Mr. Tillerson emerged from a more than three-hour meeting with Mr. Erdogan late last week saying the two had “a very full discussion of both sides’ concerns, but also a lot of discussion about the future and how we go forward from where we are today.”

But the secretary of state offered few details. He said he called on Turkey to show restraint in its military operation in Afrin and asserted that Washington has been clear with Turkey that American weapons provided to Kurdish forces in Syria are “limited, mission-specific and provided on an incremental basis.”

Turkish Foreign Minister Mevlut Cavusoglu said “an agreement and an understanding” were reached during Mr. Tillerson’s visit. He also offered few details, suggesting that the two sides agreed to disagree on the matter of “support that is provided by the United States on YPG and similar organizations, and our expectations pertaining to PKK.”

“There were certain promises that were made, there were certain topics that we discussed, there were certain promises that were not kept, and there were certain issues that we could not resolve,” the Turkish foreign minister said.

In his interview with The Times, Mr. Erdemir warned that the American delegation may have played into the Erdogan government’s hands and that Washington risks miscalculating the extent to which Ankara is shifting from the West.

“Washington needs to take Erdogan’s anti-Americanism seriously, because it will have major repercussions,” he said. “Turkey has already pivoted away from the trans-Atlantic alliance and now has much closer coordination with Iran and Russia.”

But others note that the anti-Americanism has been building for a while and that it got a major push after the failed July 2016 coup attempt in Ankara, which the Erdogan government blamed on followers of 76-year-old Islamic cleric Fethullah Gulen.

The former Erdogan ally has been living for more than a decade in self-imposed exile in Pennsylvania, and the Erdogan government has expressed outrage over Washington’s resistance to arresting and extraditing him.

Henri J. Barkey, a former State Department official who once headed the Middle East program at the Woodrow Wilson International Center for Scholars in Washington, argued in July that the “Turkish press, controlled almost entirely by Erdogan,” was engaging in daily “foreigner bashing” with the targets being “almost exclusively Western.”

“The Turkish leadership is playing hardball,” Mr. Barkey argued in The Atlantic. “It has gone after the Americans because the United States has yet to positively respond to Ankara’s request to extradite Gulen.”

Mr.

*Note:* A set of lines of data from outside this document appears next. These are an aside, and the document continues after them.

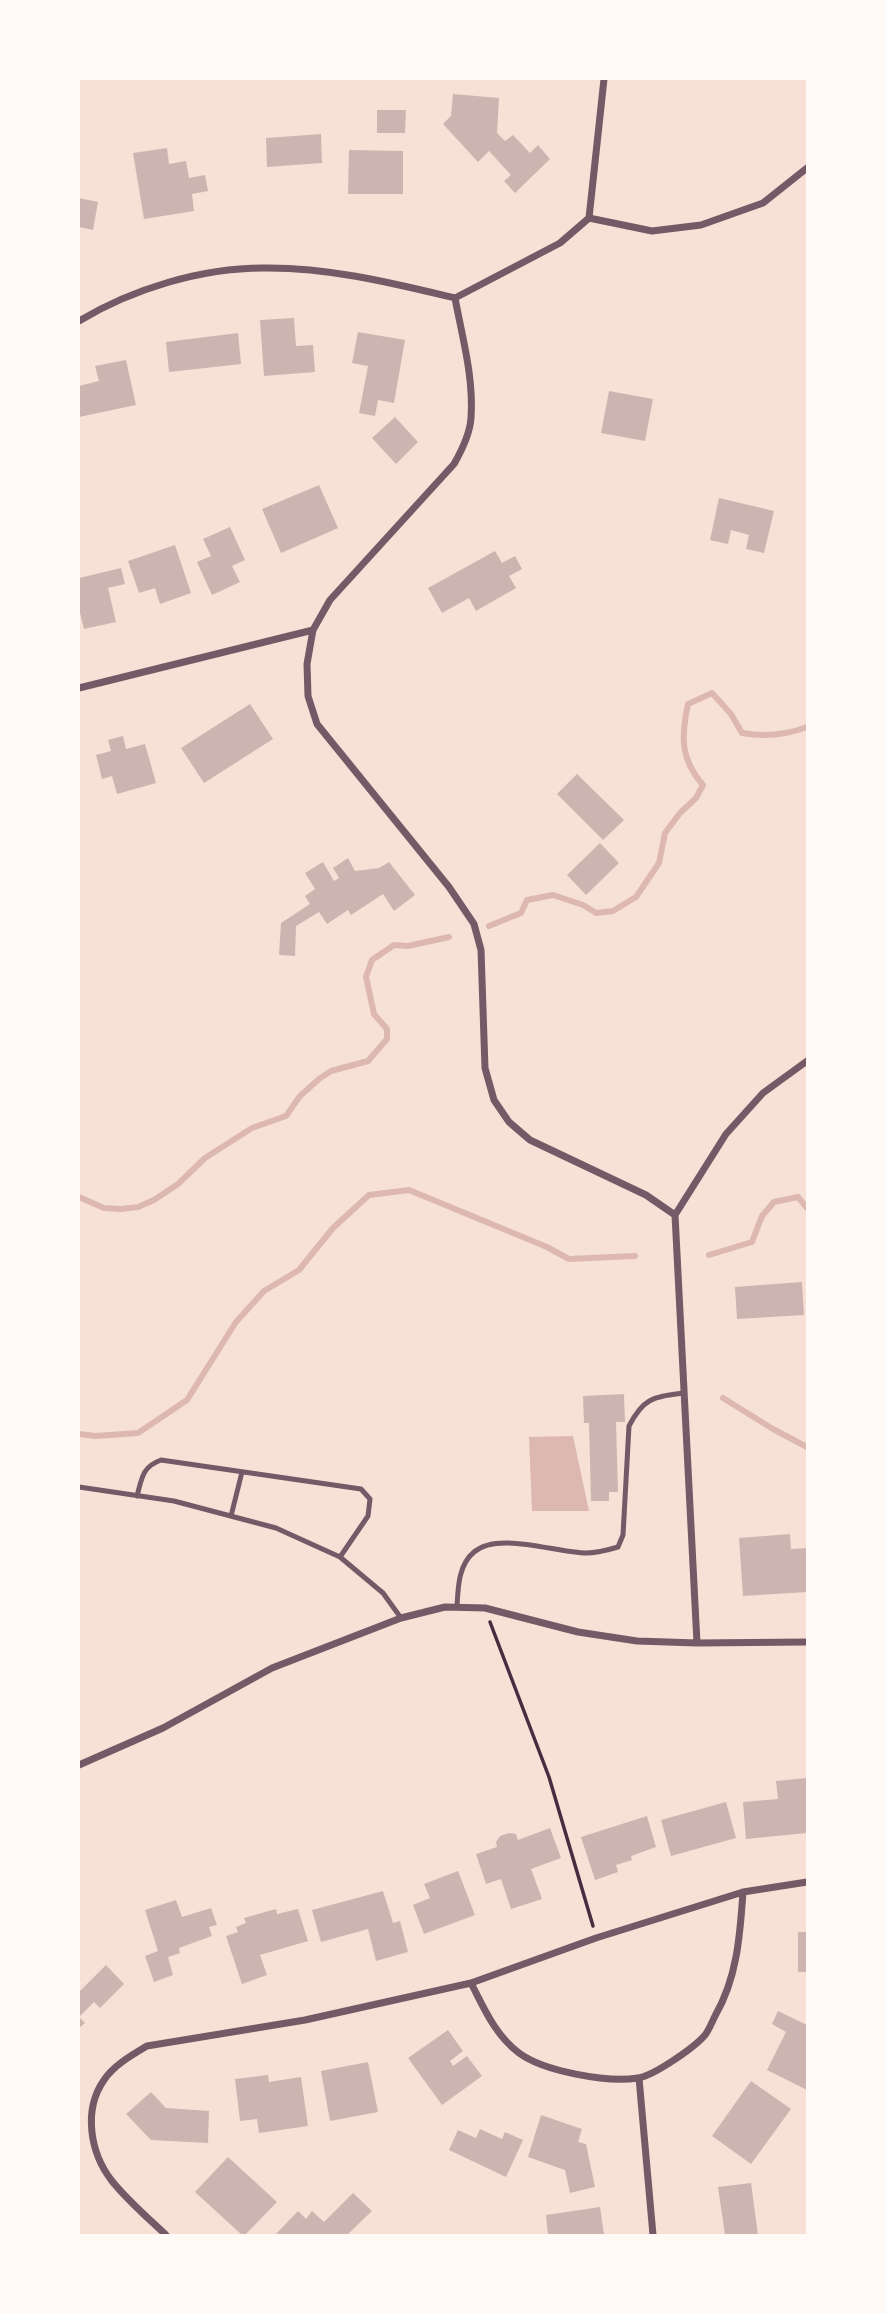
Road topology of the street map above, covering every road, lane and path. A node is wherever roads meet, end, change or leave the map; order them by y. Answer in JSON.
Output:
{"nodes":[{"id":1,"x":604,"y":79,"type":"edge"},
{"id":2,"x":807,"y":168,"type":"edge"},
{"id":3,"x":589,"y":218,"type":"junction"},
{"id":4,"x":454,"y":298,"type":"junction"},
{"id":5,"x":79,"y":320,"type":"edge"},
{"id":6,"x":313,"y":631,"type":"junction"},
{"id":7,"x":79,"y":688,"type":"edge"},
{"id":8,"x":807,"y":1060,"type":"edge"},
{"id":9,"x":675,"y":1215,"type":"junction"},
{"id":10,"x":684,"y":1393,"type":"junction"},
{"id":11,"x":242,"y":1472,"type":"junction"},
{"id":12,"x":79,"y":1487,"type":"edge"},
{"id":13,"x":137,"y":1496,"type":"junction"},
{"id":14,"x":231,"y":1516,"type":"junction"},
{"id":15,"x":341,"y":1557,"type":"junction"},
{"id":16,"x":457,"y":1607,"type":"junction"},
{"id":17,"x":485,"y":1608,"type":"junction"},
{"id":18,"x":401,"y":1618,"type":"junction"},
{"id":19,"x":807,"y":1642,"type":"edge"},
{"id":20,"x":697,"y":1643,"type":"junction"},
{"id":21,"x":79,"y":1765,"type":"edge"},
{"id":22,"x":807,"y":1882,"type":"edge"},
{"id":23,"x":743,"y":1892,"type":"junction"},
{"id":24,"x":596,"y":1938,"type":"junction"},
{"id":25,"x":471,"y":1983,"type":"junction"},
{"id":26,"x":639,"y":2078,"type":"junction"},
{"id":27,"x":166,"y":2235,"type":"edge"},
{"id":28,"x":653,"y":2235,"type":"edge"}],
"edges":[{"from":1,"to":3,"type":"street"},
{"from":2,"to":3,"type":"street"},
{"from":3,"to":4,"type":"street"},
{"from":4,"to":5,"type":"street"},
{"from":4,"to":6,"type":"street"},
{"from":6,"to":7,"type":"street"},
{"from":6,"to":9,"type":"street"},
{"from":8,"to":9,"type":"street"},
{"from":9,"to":10,"type":"street"},
{"from":10,"to":16,"type":"lane"},
{"from":10,"to":20,"type":"street"},
{"from":11,"to":13,"type":"lane"},
{"from":11,"to":14,"type":"lane"},
{"from":11,"to":15,"type":"lane"},
{"from":12,"to":13,"type":"lane"},
{"from":13,"to":14,"type":"lane"},
{"from":14,"to":15,"type":"lane"},
{"from":15,"to":18,"type":"lane"},
{"from":16,"to":17,"type":"street"},
{"from":16,"to":18,"type":"street"},
{"from":17,"to":20,"type":"street"},
{"from":17,"to":24,"type":"path"},
{"from":18,"to":21,"type":"street"},
{"from":19,"to":20,"type":"street"},
{"from":22,"to":23,"type":"street"},
{"from":23,"to":24,"type":"street"},
{"from":23,"to":26,"type":"street"},
{"from":24,"to":25,"type":"street"},
{"from":25,"to":26,"type":"street"},
{"from":25,"to":27,"type":"street"},
{"from":26,"to":28,"type":"street"}]}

Erdemir, meanwhile, pointed to the alternative manner in which pro-Erdogan media covers tensions between Turkey and Russia.

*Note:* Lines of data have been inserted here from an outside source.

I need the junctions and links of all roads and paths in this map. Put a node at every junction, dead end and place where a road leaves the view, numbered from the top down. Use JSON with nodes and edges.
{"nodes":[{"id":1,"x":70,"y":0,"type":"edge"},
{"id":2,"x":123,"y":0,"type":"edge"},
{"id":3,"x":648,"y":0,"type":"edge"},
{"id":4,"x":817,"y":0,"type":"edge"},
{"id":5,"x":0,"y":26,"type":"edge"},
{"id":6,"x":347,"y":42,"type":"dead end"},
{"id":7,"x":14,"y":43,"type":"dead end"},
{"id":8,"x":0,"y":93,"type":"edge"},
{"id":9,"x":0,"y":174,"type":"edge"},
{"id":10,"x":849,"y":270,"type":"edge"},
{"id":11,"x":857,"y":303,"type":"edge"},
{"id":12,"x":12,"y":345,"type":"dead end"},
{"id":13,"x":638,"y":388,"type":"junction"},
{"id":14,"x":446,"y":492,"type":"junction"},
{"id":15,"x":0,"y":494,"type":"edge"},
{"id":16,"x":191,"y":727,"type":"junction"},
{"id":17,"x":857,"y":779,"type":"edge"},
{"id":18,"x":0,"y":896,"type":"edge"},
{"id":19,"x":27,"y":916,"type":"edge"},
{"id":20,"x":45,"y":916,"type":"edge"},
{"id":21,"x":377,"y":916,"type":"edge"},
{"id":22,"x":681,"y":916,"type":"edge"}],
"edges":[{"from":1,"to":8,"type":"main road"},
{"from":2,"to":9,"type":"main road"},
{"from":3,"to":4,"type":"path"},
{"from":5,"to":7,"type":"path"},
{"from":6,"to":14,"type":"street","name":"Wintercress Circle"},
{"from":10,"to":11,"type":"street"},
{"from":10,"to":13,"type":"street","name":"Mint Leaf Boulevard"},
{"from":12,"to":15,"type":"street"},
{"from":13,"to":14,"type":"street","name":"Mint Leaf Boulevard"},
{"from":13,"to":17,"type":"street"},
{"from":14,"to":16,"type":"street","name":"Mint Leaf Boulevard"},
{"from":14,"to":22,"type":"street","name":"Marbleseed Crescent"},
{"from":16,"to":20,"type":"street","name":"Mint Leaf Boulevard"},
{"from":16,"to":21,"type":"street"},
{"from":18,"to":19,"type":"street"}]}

“When Turkey has problems with Russia, it tries to find ways of solving it in a diplomatic fashion rather than bringing the problem to the headlines in government media,” he said. “Even when there are major issues with Moscow, Russia is always given the benefit of the doubt and the benefit of diplomatic, behind-the-scenes opportunities to de-escalate.

“But every time there is even a small disagreement with the U.S., it’s always blown out of proportion in pro-government media and almost always leads to a systematic smear campaign against U.S. individuals and institutions,” Mr. Erdemir said. “It’s very important to understand this double standard.

“More importantly, if this current Trend continues, this will no longer just be a pivot by Erdogan; it will be a massive drift by the Turkish public as well,” he said. “Erdogan is basically reorienting the Turkish public away from NATO and really provoking radical anti-American sentiment across the political spectrum.”